Satavadhani Chellapilla wrote and published an essay in Krishna Patrika in 1941 about the Vizianagaram Samsthanam. Ananda Gajapati revered tradition. His court was a meeting place for people of varied attainments. His patronage of scholars, poets, literature, and artists is comparable to Krishna Deva Raya of Hampi Vijayanagaram. The Diggajas of Maharajah Ananda Gajapati's court are Mudumbai Narasimachari, Varaha Narasimha, Kolluru Kama Sastri, the poet, Peri Venkata Sastri, the master of Shastras and his son Peri Kasinadha Sastri. He assigned them projects and commissioned the translation of Dharma Sastras.

He gave financial support of a lakh rupees to Max Müller for his translational work of Rig Veda.

Poona Gayani Samaj was a society founded to promote classical music, mainly Hindusthani music, on 13 September 1894. It was heavily funded by Ananda Gajapati Raju, who helped fund the publication of Gayala Siddanjanam and Swara Manjari written by the Tachchuri Singracharya brothers of Madras. Ananda Gajapati had in his court an Italian Band set consisting of 48 players and a Shehnai troupe with twelve players. He is said to have tutored the eminent Veena Venkata Ramana.

Reputed actors and stage artists were part of his court. Jagannadha Vilasini was a dramatic society started during his father's reign in 1874 and gave performances in Sanskrit and Telugu at Pithapuram and Madras. The chief of the actors was Butchi Sastry and the society was also referred to as the 'Butchi Sastry Troupe'. Ananda Gajapati invited Gomatham Srinivasa Charyulu, known as Indian Garrick to his court and patronized the play Harischandra he wrote in English.

The Maharajah had a forward-looking temperament and progressive views, and initiated social reform. Gurajada Appa Rao who wrote the play Kanyasulkam dedicated it to the Maharajah. The writer states in his preface to the first edition that the Maharajah inaugurated an epoch in the history of Telugu Literature.

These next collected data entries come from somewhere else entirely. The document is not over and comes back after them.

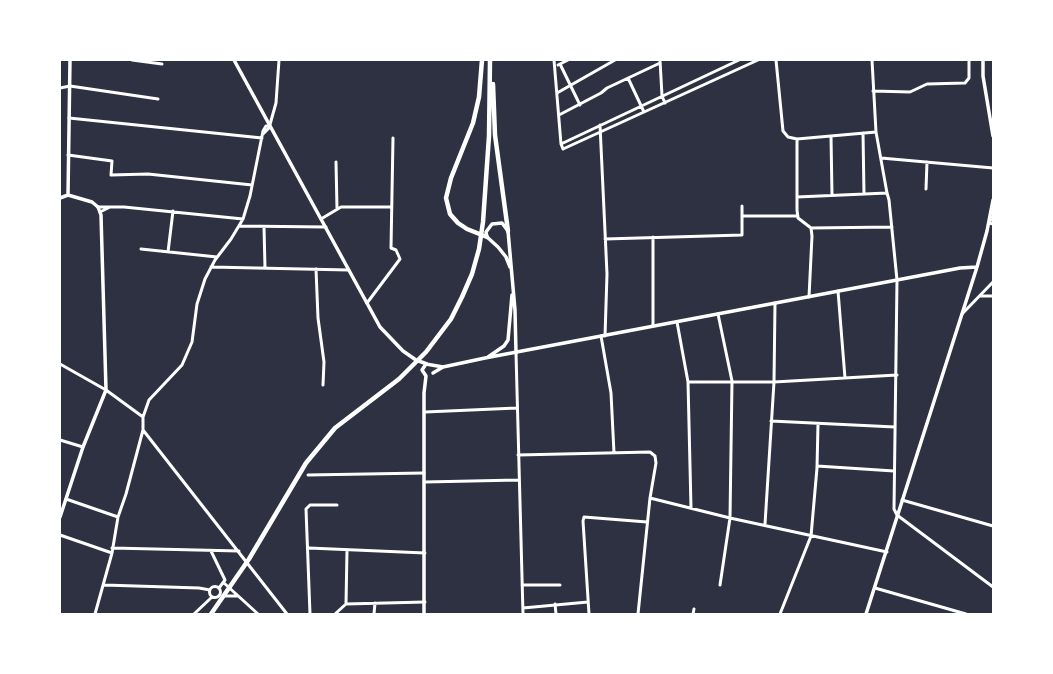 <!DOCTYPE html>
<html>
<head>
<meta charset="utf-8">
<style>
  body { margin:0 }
  #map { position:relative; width:1053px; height:674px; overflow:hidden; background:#2d3142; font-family:Overpass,sans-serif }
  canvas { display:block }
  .frame { position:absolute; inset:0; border:61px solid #fff; pointer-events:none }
</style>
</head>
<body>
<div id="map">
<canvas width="1053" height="674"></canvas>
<div class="frame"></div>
</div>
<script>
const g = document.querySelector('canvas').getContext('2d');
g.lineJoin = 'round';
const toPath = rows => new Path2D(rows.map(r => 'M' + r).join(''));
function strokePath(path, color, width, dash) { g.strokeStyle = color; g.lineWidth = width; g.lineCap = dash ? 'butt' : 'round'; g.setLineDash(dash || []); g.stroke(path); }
strokePath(toPath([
  [132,60,162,64],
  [554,60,561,144,563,149,758,60],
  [660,60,662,96,665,103],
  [776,60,783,131,788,137,797,139,876,132],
  [872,60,876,132,887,193,889,200,897,280,894,509,897,515,993,587],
  [560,64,580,105],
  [558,65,568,60],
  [628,78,644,112],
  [60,88,70,86,158,99],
  [873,91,910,92,927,84,965,83,969,78,969,60],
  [557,93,615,60],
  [559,115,601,93,607,88,660,63],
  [69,118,262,138],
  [600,125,607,274,605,336],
  [270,126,266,126,263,131,250,196,243,219,231,239,215,260,205,279,197,304,192,342,182,365,149,400,143,417,143,430,287,614],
  [863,133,864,194],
  [263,134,269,128,276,103,279,60],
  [831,136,832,195],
  [797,139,797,210,798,218,811,228,812,236,809,297],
  [561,144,739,60],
  [68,155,112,161,111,175,148,174,252,185],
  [881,158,993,168],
  [336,162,337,209],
  [926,189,927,162],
  [797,197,887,193],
  [98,207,124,207,243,219],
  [100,212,110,207],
  [742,216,798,216],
  [993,216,989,223,993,224],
  [321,219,341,207,391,207],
  [239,226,326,227],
  [264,227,265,268],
  [811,228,892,227],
  [605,239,742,235,742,206],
  [141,249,217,257],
  [168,252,173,211],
  [211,267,348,270],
  [316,269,318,318,324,362,323,385],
  [838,291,845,378],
  [981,296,993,296],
  [367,303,400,259,396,250,391,248,393,138],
  [718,314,732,381,730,518,720,585],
  [962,314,993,282],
  [677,322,688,382,691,508],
  [653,326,653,237],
  [601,336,611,393,614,453],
  [516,353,523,614],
  [60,364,106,390,143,417],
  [688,382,774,382,897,375],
  [425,412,517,408],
  [771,421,895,427],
  [60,440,83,447],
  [518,455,650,452,655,456,656,463,650,498,638,614],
  [817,466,894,471],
  [308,475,424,473],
  [425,482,518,480],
  [650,498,730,518,887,552],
  [66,499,118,517],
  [902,500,993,526],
  [765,524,774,382,775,303],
  [60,535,112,553],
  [112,548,239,551],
  [309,548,425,553],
  [211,551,225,580,219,588],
  [224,583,258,614],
  [104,585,199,588,210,590],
  [522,585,560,585],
  '209.5 592a5.5 5.5 0 1 1 11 0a5.5 5.5 0 1 1-11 0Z',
  [875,588,966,614],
  [224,596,238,596],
  [346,604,347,550],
  [555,604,556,614],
  [523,608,588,602],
  [95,614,112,553,118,517,126,494,143,430],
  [194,614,212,597],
  [310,614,306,509,310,505,337,505],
  [335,614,346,604,425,602],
  [374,614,375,603],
  [589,614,583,521,584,517,647,522],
  [693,614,694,609],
  [780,614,811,536,817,468,818,424]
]), '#fff', 3);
strokePath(toPath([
  [234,60,380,327,403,351,416,360,427,364],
  [983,60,983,76,993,136],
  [68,195,70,60],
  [60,198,68,195,92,202,98,207,101,215,106,390,83,447,60,517],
  [510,267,506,257,498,247,487,237,486,232,492,224,502,223,508,231,515,310,516,353],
  [488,357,504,346,508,340,512,295],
  [433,373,443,367,485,358,897,280,960,268,977,267],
  [426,376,422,370,426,364,443,367],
  [424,614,424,393,426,376],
  [866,614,977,267,987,231,993,200]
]), '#fff', 3.5);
strokePath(toPath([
  [482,60,479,97,473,123,451,178,446,198,450,214,458,223,467,229,487,237],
  [493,84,495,135,508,231],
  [211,614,249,559,306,463,335,428,399,379,426,352,451,319,462,297,472,274,479,249,483,222,489,136,490,60]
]), '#fff', 4.5);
</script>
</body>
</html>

Gurazada Srirama Murty was a research-oriented scholar in the court of Vizianagaram.

==The Historiographer==
Vizianagaram Treaty of 15 November 1758 and the end of 15 years of war between the English and the French for the sovereignty of India from 1744 to 1759 A.D. was the work of a historiographer. Ananda Gajapati Raju composed it and had it printed by Vest and Company, Madras in 1894. He quoted from historical sources, the chief of which was The History of the Rise and Progress of the Bengal Army. He collected data from more than forty scholars, historians, poets, and documenters; some of the most important are Orme, Broome, Cambridge, Carmichael, Gleiig, Taylor and Adams, Pusapati Vijayarama Raju, Meer Alum, Megasthenes, and Huen Tsang.